Thats so weird. And sad. Sorry about that!

 
She actually came back to life and was found by my sister on the floor by her foot the next day. She is dead now. The pesticides my mother put on our house a few years ago must have killed it. The mantis was too sick to come back to life in a moist container.

 
You should NEVER have a dish of water in with a mantis, you need to use a fine mist spray bottle, it works really well, and Chinese only need to be misted once a week.

 
The terrarium has a shallow pool of water on one third of the right side and there is dirt in the container so the some part of the terrarium is muddy. I put another sub-adult female that I caught last night in there, but this time i have some stuff in there for the mantis to not drown.

 
They do not normally drink from pools of water. It's much more dangerous than helpful to a mantis.
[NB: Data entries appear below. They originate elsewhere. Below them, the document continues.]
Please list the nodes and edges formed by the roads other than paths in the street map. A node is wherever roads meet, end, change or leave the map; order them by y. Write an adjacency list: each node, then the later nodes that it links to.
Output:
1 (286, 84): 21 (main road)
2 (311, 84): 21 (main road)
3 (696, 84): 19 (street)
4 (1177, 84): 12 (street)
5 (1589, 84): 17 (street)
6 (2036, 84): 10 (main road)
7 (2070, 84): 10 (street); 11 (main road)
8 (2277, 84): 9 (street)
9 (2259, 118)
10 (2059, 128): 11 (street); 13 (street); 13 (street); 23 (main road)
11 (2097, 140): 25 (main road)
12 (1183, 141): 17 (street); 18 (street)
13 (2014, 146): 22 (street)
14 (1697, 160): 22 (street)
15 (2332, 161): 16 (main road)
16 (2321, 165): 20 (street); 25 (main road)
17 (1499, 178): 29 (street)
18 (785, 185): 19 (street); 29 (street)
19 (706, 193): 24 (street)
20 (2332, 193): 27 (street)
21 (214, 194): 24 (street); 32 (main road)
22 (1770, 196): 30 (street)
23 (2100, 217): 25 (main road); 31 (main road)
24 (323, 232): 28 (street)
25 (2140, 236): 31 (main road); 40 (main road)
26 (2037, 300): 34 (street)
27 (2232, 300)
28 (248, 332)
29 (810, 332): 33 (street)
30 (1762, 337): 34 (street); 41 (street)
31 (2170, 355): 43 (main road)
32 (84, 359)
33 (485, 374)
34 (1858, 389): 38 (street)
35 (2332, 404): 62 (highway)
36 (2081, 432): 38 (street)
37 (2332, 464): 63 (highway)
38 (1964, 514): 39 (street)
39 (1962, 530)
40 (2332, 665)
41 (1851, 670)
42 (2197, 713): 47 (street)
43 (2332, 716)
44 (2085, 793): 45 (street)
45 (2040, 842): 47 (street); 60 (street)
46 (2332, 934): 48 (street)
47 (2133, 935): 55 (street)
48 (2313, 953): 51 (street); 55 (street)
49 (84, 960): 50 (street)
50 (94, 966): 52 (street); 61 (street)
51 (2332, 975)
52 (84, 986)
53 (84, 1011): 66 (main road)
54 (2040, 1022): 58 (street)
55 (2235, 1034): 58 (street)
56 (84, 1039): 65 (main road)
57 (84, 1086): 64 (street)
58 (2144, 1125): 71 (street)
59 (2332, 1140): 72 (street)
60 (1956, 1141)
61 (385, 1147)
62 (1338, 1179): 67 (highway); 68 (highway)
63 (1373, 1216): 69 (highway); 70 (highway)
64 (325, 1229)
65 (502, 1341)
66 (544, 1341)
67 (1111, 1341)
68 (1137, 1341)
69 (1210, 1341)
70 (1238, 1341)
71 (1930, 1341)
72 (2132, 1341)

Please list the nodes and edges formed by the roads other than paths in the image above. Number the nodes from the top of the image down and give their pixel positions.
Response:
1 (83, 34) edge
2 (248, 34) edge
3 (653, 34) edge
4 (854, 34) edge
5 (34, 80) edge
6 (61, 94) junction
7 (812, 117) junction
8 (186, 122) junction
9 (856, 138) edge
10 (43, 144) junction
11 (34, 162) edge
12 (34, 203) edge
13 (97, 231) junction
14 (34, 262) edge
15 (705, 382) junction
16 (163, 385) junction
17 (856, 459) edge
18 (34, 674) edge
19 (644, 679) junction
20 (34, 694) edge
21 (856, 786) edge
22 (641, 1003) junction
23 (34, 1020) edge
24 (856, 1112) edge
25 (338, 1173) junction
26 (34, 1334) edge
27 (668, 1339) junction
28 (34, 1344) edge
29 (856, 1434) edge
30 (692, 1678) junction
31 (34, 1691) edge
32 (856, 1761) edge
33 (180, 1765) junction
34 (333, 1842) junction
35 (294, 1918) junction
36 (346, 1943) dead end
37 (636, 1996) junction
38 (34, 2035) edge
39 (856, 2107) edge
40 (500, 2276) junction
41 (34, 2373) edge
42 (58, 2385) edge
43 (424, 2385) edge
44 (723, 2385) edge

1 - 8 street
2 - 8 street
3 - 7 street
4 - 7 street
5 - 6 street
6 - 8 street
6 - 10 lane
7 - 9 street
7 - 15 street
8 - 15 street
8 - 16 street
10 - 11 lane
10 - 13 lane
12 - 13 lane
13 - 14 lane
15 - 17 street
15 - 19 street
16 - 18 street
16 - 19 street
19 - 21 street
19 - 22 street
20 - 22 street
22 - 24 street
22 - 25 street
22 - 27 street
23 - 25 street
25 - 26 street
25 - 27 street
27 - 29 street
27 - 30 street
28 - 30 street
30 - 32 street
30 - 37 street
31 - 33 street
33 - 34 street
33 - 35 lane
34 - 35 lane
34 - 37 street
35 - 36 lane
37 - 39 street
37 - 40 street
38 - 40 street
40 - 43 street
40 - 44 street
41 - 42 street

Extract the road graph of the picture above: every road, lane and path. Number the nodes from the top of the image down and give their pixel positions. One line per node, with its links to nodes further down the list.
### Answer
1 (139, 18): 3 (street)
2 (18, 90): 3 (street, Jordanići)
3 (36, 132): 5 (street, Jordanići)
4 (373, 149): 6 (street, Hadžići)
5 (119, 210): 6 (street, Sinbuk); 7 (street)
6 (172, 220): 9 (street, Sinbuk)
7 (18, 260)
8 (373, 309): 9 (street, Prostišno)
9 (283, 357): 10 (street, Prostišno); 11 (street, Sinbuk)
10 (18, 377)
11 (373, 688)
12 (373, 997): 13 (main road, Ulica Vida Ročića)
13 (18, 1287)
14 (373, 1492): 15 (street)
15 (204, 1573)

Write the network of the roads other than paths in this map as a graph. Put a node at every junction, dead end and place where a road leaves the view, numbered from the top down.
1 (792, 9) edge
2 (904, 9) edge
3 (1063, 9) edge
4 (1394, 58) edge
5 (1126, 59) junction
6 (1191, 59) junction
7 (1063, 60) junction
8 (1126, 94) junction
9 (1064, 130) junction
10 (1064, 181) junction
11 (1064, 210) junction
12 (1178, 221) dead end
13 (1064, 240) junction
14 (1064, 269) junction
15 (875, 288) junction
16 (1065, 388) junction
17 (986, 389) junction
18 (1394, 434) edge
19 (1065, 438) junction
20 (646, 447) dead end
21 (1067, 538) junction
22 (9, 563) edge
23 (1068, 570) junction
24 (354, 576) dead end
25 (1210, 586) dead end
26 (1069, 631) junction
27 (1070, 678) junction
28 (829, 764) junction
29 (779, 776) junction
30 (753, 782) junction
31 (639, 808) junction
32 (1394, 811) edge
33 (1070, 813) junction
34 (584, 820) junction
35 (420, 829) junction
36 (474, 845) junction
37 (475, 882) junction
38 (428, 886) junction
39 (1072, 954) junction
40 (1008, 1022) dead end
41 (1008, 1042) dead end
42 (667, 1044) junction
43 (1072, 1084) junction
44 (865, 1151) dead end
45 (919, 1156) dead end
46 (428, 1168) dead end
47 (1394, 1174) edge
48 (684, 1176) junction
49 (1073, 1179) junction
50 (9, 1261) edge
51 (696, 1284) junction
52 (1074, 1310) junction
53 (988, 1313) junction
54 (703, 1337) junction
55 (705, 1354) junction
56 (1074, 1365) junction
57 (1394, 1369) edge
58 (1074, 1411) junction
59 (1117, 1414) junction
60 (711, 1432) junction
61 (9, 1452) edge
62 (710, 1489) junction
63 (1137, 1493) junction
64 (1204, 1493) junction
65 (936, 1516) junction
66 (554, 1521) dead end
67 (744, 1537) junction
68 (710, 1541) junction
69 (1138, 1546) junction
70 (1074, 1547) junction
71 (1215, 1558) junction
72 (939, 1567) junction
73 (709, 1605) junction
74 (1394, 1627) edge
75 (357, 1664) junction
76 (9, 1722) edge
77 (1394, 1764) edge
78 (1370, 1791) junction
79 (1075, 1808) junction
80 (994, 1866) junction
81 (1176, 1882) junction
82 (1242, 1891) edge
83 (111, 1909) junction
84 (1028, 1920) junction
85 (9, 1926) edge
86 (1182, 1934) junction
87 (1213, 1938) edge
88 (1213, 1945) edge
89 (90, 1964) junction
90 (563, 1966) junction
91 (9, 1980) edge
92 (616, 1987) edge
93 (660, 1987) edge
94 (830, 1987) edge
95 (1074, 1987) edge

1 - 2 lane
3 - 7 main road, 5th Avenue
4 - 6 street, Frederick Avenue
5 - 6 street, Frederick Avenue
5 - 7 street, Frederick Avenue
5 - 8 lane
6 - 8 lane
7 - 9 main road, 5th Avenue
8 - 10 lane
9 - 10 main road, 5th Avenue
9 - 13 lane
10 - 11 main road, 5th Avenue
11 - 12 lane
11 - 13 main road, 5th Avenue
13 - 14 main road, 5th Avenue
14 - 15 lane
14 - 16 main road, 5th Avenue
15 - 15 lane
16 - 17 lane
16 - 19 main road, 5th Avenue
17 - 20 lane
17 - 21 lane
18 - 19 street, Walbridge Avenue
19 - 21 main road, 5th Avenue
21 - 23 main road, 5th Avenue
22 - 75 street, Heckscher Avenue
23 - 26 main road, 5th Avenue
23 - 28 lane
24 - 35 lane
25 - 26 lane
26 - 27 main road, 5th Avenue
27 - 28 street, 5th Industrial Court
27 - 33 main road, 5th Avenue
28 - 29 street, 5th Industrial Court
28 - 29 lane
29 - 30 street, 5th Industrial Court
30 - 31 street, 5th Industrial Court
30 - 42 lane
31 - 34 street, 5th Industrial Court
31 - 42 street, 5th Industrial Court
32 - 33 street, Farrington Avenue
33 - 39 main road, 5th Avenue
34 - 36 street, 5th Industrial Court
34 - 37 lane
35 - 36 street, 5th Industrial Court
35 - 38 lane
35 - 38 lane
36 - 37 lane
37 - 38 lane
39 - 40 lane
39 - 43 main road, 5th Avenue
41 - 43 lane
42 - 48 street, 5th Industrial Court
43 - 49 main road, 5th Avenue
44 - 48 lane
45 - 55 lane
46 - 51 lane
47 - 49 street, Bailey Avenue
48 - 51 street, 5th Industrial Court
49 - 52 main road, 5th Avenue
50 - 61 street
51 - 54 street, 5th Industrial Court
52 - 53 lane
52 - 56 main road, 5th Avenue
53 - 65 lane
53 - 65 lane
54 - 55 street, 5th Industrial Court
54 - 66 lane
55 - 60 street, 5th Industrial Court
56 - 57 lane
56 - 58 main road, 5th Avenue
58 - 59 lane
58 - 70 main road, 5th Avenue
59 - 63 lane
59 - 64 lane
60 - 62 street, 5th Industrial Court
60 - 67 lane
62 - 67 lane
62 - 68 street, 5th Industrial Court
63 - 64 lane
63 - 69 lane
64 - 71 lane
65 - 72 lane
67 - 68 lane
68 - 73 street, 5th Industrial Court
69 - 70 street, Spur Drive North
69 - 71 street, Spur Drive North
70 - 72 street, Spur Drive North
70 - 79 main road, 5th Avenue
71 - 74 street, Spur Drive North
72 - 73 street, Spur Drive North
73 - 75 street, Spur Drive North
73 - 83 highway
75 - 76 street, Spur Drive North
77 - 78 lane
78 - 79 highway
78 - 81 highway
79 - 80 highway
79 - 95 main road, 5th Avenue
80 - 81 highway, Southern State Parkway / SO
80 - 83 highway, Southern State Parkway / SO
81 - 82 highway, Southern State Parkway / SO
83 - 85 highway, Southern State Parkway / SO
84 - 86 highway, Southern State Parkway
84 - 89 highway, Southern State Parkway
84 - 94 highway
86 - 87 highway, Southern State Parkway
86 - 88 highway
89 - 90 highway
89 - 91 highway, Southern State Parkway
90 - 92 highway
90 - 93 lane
Stagnant pools of water can easily be a source of microbial contaminants that may sicken your mantis.
A well-fed mantis may find some difficulty pulling itself out of water tension. A mantis that has reduced strength from either preparing to molt or having just molted would easily get trapped by the water tension and drown as well.

 
Yeah, I thought the water from dirt would be dirty for the mantis. The mantis was not fed very much at the time and was not about to molt.